When we think about political persecution, however, we typically have in mind someone who has done nothing wrong but challenge the powerful. That’s not the picture here: In each of these cases, Trump’s underlying conduct is indefensible. That fact helps to explain the widespread support for the legal campaign against him. His efforts to stay in power after losing the 2020 election, especially, were despicable.
It’s natural to assume that they must also have been illegal, especially given that they culminated in a violent attack on the U.S. Capitol. Sen. Mitch McConnell, the Republican leader from Kentucky, made that assumption in his speech opposing conviction in Trump’s second impeachment trial: He said that the courts could handle Trump’s postelection conduct even if the Senate did nothing.
What that assumption missed is that offenses against the constitutional order, even serious ones, don’t always coincide with violations of criminal statutes. Even Smith has refrained from charging Trump with inciting the Capitol riot. He might be morally responsible, but that does not mean he is legally responsible, and our free-speech jurisprudence rightly insists on the distinction. The Senate’s failure to hold Trump accountable created a demand for it to be done by institutions less suited for the job.

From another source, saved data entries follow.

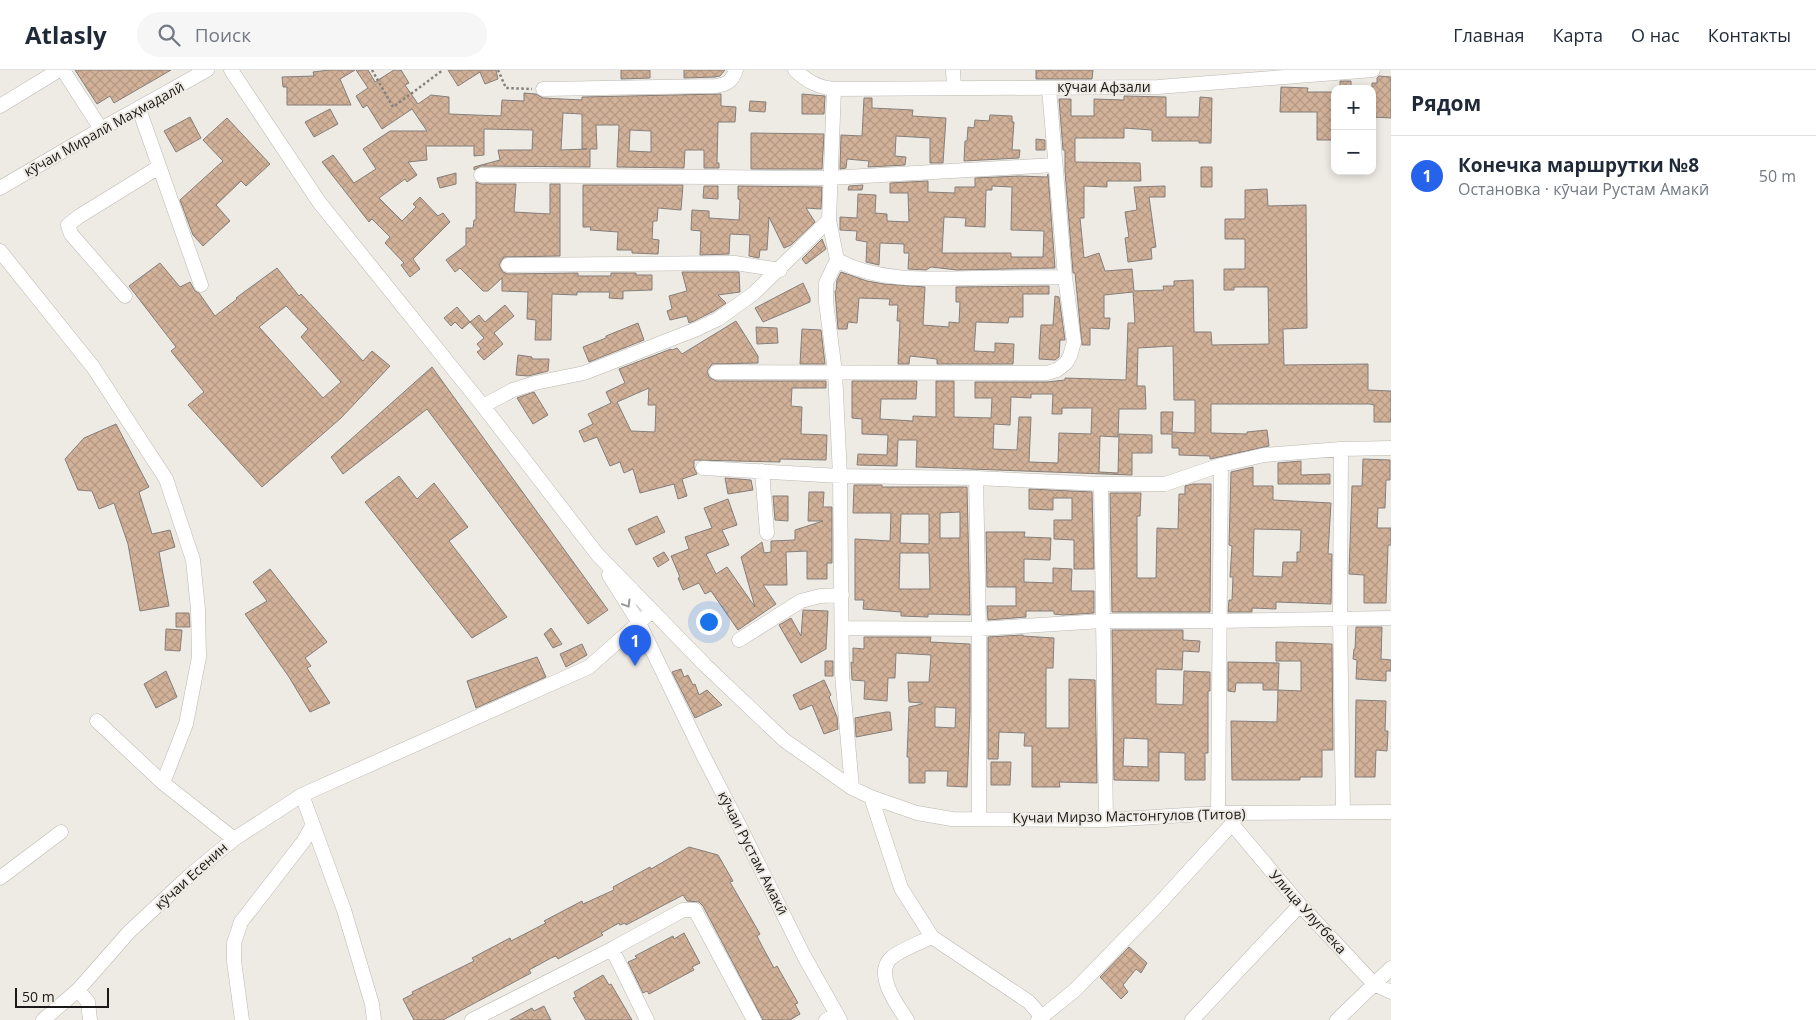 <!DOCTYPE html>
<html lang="ru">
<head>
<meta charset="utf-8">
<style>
	body { margin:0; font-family:"Open Sans",sans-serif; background:#f6f6f7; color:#1f2937 }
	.controls { position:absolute; right:15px; top:15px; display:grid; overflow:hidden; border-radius:10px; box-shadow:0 2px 8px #0003 }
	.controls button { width:45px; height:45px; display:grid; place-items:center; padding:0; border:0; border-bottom:1px solid #e0e1e3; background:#fff; color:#1f2937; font:25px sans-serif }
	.scale { position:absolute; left:15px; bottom:12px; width:94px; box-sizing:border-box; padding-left:5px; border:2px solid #1b1917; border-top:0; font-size:14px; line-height:18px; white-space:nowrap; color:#1b1917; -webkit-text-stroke:4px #eeeae4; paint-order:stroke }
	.you { position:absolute; left:708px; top:551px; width:18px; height:18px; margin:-12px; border:4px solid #fff; border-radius:50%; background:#1a73e8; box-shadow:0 0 0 8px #1a73e833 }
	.badge { display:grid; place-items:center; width:32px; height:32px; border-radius:50%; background:#2563eb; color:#fff; font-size:16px; font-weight:700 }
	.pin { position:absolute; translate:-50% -41px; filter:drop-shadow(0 1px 2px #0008) }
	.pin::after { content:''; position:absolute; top:26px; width:18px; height:15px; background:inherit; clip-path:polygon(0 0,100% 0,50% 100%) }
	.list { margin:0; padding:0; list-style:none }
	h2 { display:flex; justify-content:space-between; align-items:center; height:65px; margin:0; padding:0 20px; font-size:21px }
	h2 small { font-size:16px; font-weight:400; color:#747a83 }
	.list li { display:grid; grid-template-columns:32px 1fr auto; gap:15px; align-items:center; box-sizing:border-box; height:80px; padding:0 20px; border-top:1px solid #e0e1e3 }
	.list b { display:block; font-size:19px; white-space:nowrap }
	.list p { margin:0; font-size:16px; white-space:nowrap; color:#747a83 }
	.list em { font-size:16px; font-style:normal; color:#747a83 }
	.icon { flex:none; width:28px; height:28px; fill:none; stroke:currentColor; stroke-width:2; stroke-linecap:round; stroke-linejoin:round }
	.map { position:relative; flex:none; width:1391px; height:950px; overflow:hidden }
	header { display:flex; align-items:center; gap:30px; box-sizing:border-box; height:70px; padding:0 25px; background:#fff; border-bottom:1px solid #e0e1e3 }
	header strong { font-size:24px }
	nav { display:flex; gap:28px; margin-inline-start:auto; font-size:18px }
	.search { width:350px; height:45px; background:#f6f6f7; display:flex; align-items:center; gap:12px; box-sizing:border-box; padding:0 18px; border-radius:28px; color:#747a83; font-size:19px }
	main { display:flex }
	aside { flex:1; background:#fff }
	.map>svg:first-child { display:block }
</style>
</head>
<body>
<header>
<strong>Atlasly</strong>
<div class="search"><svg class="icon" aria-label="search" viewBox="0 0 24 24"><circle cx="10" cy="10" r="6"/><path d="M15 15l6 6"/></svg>Поиск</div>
<nav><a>Главная</a><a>Карта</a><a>О нас</a><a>Контакты</a></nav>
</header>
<main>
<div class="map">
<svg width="1391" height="950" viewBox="0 0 1391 950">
	<defs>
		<pattern id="building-cross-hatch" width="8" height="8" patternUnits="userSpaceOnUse" patternTransform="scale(1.25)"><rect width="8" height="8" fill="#d2b199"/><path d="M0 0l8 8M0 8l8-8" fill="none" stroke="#b49883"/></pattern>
	</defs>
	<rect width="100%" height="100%" fill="#eeeae4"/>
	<path fill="url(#building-cross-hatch)" stroke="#857f7b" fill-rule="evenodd" d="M75,0H171L114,33L110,26L97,34Z
		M330,0H355L340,9L351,35H287V17H283L282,7L314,6L313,2Z
		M356,0H368L375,12L394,0H401L409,13L405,15L418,34L431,25L449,27V44L501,46L502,30L524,31V23L536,24L543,28L582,30V27L721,24V36L736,37L735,52H718L717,93H719V98H704V80H685L684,98L617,97L619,55H596L597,79H590V97L481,96L474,100V97L500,90L498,80H532L533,60L484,59V85L474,86V76H426L427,90L408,92L417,105L407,112L405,109L379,128L402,151L416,137L413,134L420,127L438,146L443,143L450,152L413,189L420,199L410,207L401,195L404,193L385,173L390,167L372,149L369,152L322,92L333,85L354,113L376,99L363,79L390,61H427L412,39L382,59L367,35L363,38L356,26L368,18ZM563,43L582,44V79H587L561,80ZM630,60L651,61V82L629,81Z
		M448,0H496L498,9L485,14L480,2L458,16Z
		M621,0H650V8L621,9Z
		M684,0H725L720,6L715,7L684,8Z
		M1036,0H1093L1092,9H1036Z
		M1379,6L1391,7V48L1372,47V13H1377V8Z
		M1340,11H1351V19H1340Z
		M1281,17L1308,18L1307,22H1335V70H1317V42H1280Z
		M802,24L825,26L824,44H802Z
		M1124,26L1166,27V47H1199L1200,27L1212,28L1211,73H1199V71H1152V60L1124,58V68H1075V92L1140,93L1141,111H1107V117L1084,116V148H1080L1084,188L1099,183L1105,201L1132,199L1134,221L1164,220L1163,216H1174V211L1193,210L1194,262H1211L1212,275L1269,274L1268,217H1234V220H1224V199H1245V169H1225V149H1245V120L1267,119L1268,136L1306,135L1307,258L1283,259L1284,295L1368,294V320L1391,321V352H1374V335L1370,334H1211V363L1247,364V362L1267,360L1269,376L1210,389V386L1179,385V378H1172V364H1161V342H1173L1172,362L1195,363V330H1174L1173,276L1138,278L1137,316H1145L1146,339H1119L1118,367L1100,366L1099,402L1118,403L1119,364L1152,365V383H1132V405L916,397L917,370H898L897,396L857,395L858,384L887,385L888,365L862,364V349L852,348V311H917L916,329H881L880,349L913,351V346L936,347V311H954V347L991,348L992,328H975V312H1047L1065,310V308L1126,310L1128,253H1135L1133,222L1104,225V248H1110L1109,259L1090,258V275H1082L1075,203H1073L1065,101V80H1063L1059,29H1071V46H1094V29L1124,30ZM1031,324H1053L1052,344H1062V338H1092L1091,364L1059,363L1058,393L1029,392L1031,347H1019L1017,380L993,379L994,354L1010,355L1011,327L1031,328Z
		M864,28H872V38L913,40L912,46L946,48L943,93H930V68L896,66L895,86L906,87L905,95L868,97L869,91L847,89L846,98L840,99L841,65L862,66Z
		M750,31L766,32L765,42L749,41Z
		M330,39L338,54L314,67L305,52Z
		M990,45L1012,46V52H1014L1012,80H1020L1019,88L964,91L965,71H967L968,57L974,58L975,50L989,51Z
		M190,47L201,68L176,82L164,61Z
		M227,48L270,94L246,116L241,111L216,135L230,151L203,176L193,165L180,130L223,91L203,70Z
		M751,63L824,64L822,99H751Z
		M1036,69L1045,70V80H1036Z
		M1201,97H1212V117H1201Z
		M456,103V114L440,118L437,108Z
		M1048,104L1055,198L957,200L931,197L926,200L908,199L909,183H904V174L880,173L879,195L866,192L867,172L856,170L857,161L840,160V147L857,148L858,124L876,125L875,143L887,144V151L909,152L908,123H890V113L928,111V122L955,123V117H975V108L1019,106L1047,107ZM992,116L1012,117L1011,160L1044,161L1043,187H1011V183H942L944,147L966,148L965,156L985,157L986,120H992Z
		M476,112L481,114H516L514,142L550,144V114H560V186L504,187L499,195L503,202L508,204L578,203V206H611V203H636V205H652V220L623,221V229L609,228L610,222H577V225L552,224L551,270H535L536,250L527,249L528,222L502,221V208L488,221H483L460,198L455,202L446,190L466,175V158H473L474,150H476Z
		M583,115H683L681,140L658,138L657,151H653L652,169L659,170L658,184L632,183V180H617L618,162L590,160L591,157H583Z
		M863,115L862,120H848L849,116Z
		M704,116H718V129L703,128Z
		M738,116L822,117L821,139L806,138L815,152L791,175L784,178L769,147L767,180H760L759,188L749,186L750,165L730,164L729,184L700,185L701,161L691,160L692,140L709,141V148L739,150L740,130L738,129Z
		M1165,116V127H1149L1156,177L1151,178L1152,189L1128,192L1125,168L1129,167L1125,142L1137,140L1134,117Z
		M822,169L826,179L806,194L802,189Z
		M160,193L180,217L190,212L195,221L199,223L215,246L237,229L236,228L277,198L299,226L301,224L363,291L372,281L390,296L341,348L262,417L188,335L204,322L171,281L176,277L129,216ZM286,236L308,259L301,267L341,312L323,328L259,257Z
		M682,202H739L740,222L718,225L726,233L714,241L694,251L689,253L687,246L670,250L667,241L672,239L669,226L687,221Z
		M841,202L867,211L884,214L925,217L923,255L949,257V252L959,253L960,232H956V217L1049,216V224H1023V247H1009L1008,253L976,252L974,281L995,282V273L1014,274L1013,294H937V289L910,286L909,294H898L900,251H897L898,235H889L890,229L859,228L857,253L848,252L847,259H838L835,221H836L837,210Z
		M803,213L810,228V232L763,252L755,238Z
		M1055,226L1059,227L1065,270H1060L1059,287L1055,290L1039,289L1041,255H1053Z
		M505,235L514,246L494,263L503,274L484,290L477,282L481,279L477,274L484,268L470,252L479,245L485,252Z
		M457,237L470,252L462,259L455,252L451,256L444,248Z
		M736,251L758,286V293L712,294L707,301L709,307L716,311H826V318H792L791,336L802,337L801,364L827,365L826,390L780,389V392L694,390V398L697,404L682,409L687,426L678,429L674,414L640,423L633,399L624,403L620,392L610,396L597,367L584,372L579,361L593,354L588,344L611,333L606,322L625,313L619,299L671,279L672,280L677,278L682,284ZM649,318L648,335H656L655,362L631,361L617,332Z
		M638,253L644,270L589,292L583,277L606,268V266Z
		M756,257L777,258L778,273L757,274Z
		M802,259L821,260L825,294H800Z
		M518,285L532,287V289H549L548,301L528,306L516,305Z
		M432,297L608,540L588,554L427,339L343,404L331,387Z
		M534,322L548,345L533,354L517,328Z
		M116,354L149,417L139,422L152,464L170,460L175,477L159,482L169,536L140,541L128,474L114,433L99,439L92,421L78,420L65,389L84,368Z
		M1363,389L1390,390V410H1386L1385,438H1378L1377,458H1391V475H1388L1386,533H1364V505L1349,504L1352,416H1362Z
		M1301,391V405L1330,404V414H1278V393Z
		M1253,397V416H1273V430L1331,433L1328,484H1332L1331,534L1276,532V539L1252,538V542H1228L1229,530H1232L1233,507H1230L1232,476L1229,475L1231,402ZM1254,459L1301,460L1300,482H1297V492H1283L1282,507L1253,506Z
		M399,406L417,429L434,413L468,457L449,471L507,547L472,568L365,432Z
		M725,408L751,410L753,420L728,424Z
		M1193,414H1211L1210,542H1112L1110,423H1141L1140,446H1137V508H1156L1157,458L1178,459L1179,424H1185V416Z
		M854,415H882V417H967L970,545L928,544V547L901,546V542L863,539L864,530H855V469L890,471L891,443H853ZM960,442V468H940V443ZM901,444H929V474L900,473ZM900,483H929L930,519H899Z
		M1029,419L1092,422L1094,499H1074V470L1054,469V450H1072V428H1053V440L1029,439Z
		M809,422H824L823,437H832V493H827V509H807V481L786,482L787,515H763L776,534L738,560L711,521L705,524L699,513L683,520L678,508L680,507L671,486L689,479L685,467L712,458L704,438L728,429L737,455L722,460L729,475L706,484L716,504L727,497L755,537L741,487L762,472L764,483L771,482V471L795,470V460L823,451H808Z
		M773,426H788V451L775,450Z
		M657,446L665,462L636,475L628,459Z
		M986,462H1025L1024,467L1051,468L1050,490L1024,489V512L1053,513V498L1072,499L1071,521H1094V543L1063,545L1054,544V541H1026V547L988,550L987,536H1016V517H987Z
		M664,482L669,490L658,497L653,488Z
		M270,499L327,572L305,588L311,596L307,598L330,633L310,642L289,607L245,544L267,531L253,512Z
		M803,540L828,541L826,579L801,593L779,555L791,548L801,566Z
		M176,543H189L190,557H176Z
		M1356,557H1382L1381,589L1391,590V601H1386V611L1356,609L1357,590L1353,589L1354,579H1355Z
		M551,558L562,574L553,578L544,564Z
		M166,559L182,560L180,581L165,580Z
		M1112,560H1183V570L1200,571L1199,582L1183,581L1182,600L1156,599V634L1183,635L1184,601L1210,602V621H1208V683H1205V710H1185V683L1159,682V711L1114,710ZM1124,668L1148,669V697L1123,696Z
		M1023,565V566L1054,568L1053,598H1046V658H1069V609L1095,610L1097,713L1059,712L1060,717H1032V676H1024L1025,663L999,662L998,689H988V567Z
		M864,567H931L930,572L970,574V642L967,717L947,716L948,701H925V713H909V687H907L909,637L922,634V633L909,632L908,612H929L931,585L896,583L895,608H888L887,631L864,629L865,611L852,610L851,592L853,593V578L864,579ZM935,637L956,638L955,658L935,657Z
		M1276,572L1332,574L1333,680H1322V707H1300V710H1232L1231,651L1277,652L1278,620H1263V613H1236L1235,622L1228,621V592L1279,593L1278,620L1301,621V591H1276Z
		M582,574L587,585L566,597L560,584Z
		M537,587L546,607L476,638L467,611Z
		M825,591H833V606H825Z
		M681,599L684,607L688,605L693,615L695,614L699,625L707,620L722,635L695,648L672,602Z
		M166,601L177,627L156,638L144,614Z
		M824,610L831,625L829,627L837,647L838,659L824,664L812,635L800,640L793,625Z
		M1356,630L1386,631L1385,661H1388L1387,681L1376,680L1375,707H1355Z
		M886,642H890L892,660L856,667L855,648Z
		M991,692H1011L1010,715H991Z
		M689,777L718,785L733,811L730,812L760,864L757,866L762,876L774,898L777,896L798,933L795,934L800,944L790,950H763L703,836L699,832L687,831L683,825L626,855L625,853L620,855L619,853L601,863L603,865L558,889L556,886L551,888L529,900L531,903L443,950H414L403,929L413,924L412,922L474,891L472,888L510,868L511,871L546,853L544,851L582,831L583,834L614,820L613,817L650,797L651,799Z
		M684,863L700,893L692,897L694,900L649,924L647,921L643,923L628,892L637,888L635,886L673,866L674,869Z
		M1129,877L1147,893L1141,903L1136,899L1123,915L1128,922L1121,929L1100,907Z
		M603,905L609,915L611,914L632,950H586L573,928L576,927L574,922Z
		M544,936L551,950H510L532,938L534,941Z"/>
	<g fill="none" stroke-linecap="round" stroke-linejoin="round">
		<g stroke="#bcb8b2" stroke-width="15">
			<path id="minor" d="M63,0L101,59
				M231,0L319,132L483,336L597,484L705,595L784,670L852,718L871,727L917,743L952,749L1106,750L1218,743L1391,742
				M795,0C807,11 817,17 834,19L1158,17L1373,0
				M953,0L954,18
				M543,19L716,16C728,14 732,11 736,0
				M0,36L59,0
				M139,39L201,215
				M481,105L829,108L1055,95
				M0,118L101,59L207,0
				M829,150L837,190L826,213V232L835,302L840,406L842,604L852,718
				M0,181L93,297L166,409L193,490L198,539L199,587L186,654L163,713L97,651
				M837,190C878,212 928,209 973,208C1004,207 1035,207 1065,207
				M508,195L735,193L780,200
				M125,226L71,164L68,155L78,147L159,97
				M716,302L1047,303L1057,300L1066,293L1070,286L1074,272L1065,207L1049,18
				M483,336L513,320L535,313L584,303L697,259L718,249L753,224L829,150L834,19
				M1341,379L1340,548L1343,742
				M703,398L840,406L976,408L1101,414H1165L1221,395L1264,385L1341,379L1391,378
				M762,401L767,463
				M976,408L979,559V749
				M1101,414L1106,750
				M609,505L639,553L703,685L739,755L804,886L840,950
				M842,558L979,559L1102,551H1219L1391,548
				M739,570L801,531L820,526L842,525
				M163,713L234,769
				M302,725L344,840L372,934L374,950
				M871,727L901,818L932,867C919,873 902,879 891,888C874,904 897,935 907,950
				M1218,743L1221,395
				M1232,754L1300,835L1374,914L1391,922
				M0,808L61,762
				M932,867L1029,932L1042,947
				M612,879L647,950
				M78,920L88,932L90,950
				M43,950L78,920L129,862L188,807L234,769L302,725L589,597L652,541
				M242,950L234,891V873L241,852L303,772L313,755
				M472,950L612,879L683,840H695L754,950
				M826,950L837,944
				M1038,950L1075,920L1157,836L1232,754L1238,743
				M1192,950L1300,835
				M1337,950L1391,898"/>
		</g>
		<path stroke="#84817d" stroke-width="2.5" stroke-dasharray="2.5 2.5" stroke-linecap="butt" d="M372,0L393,37L443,0
			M498,0L506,18L532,19"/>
		<use href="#minor" stroke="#fff" stroke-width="14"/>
	</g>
	<defs><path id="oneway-chevron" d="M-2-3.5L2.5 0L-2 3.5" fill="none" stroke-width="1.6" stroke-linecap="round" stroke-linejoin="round" transform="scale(1.25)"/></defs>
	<use stroke="#989897" href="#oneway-chevron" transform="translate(627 534) rotate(59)"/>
	<g text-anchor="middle" stroke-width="4" stroke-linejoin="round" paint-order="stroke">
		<g font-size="14" fill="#1b1917" stroke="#eeeae4">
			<text x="1104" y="22">кӯчаи Афзали</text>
			<text transform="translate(104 59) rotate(-29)" y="5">кӯчаи Миралӣ Маҳмадалӣ</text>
			<text transform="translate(1129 746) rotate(-1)" y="5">Кучаи Мирзо Мастонгулов (Титов)</text>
			<text transform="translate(753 783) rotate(63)" y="5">кӯчаи Рустам Амакӣ</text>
			<text transform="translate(191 806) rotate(-42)" y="5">кӯчаи Есенин</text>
			<text transform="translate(1308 842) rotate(48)" y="5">Улица Улугбека</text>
		</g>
	</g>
</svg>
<div class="controls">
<button>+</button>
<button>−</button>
</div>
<div class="scale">50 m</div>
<div class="you"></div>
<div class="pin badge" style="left:635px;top:596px">1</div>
</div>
<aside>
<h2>Рядом<small></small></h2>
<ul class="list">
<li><span class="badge">1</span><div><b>Конечка маршрутки №8</b><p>Остановка · кӯчаи Рустам Амакӣ</p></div><em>50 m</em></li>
</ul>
</aside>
</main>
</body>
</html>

For the worse part of a decade now, we have been stuck in an ugly pattern in which Trump’s misconduct calls forth abusive or unfair responses from his opponents. Millions of Americans now think Biden is trying to retain power by putting his main opponent in jail. That’s not the complete story: Trump did try to steal the election, he almost certainly broke laws about classified documents, and prosecutors have reasons beyond partisanship to pursue him. But it’s truer than we should be comfortable with, which is why prosecutors should have trod more lightly than they have.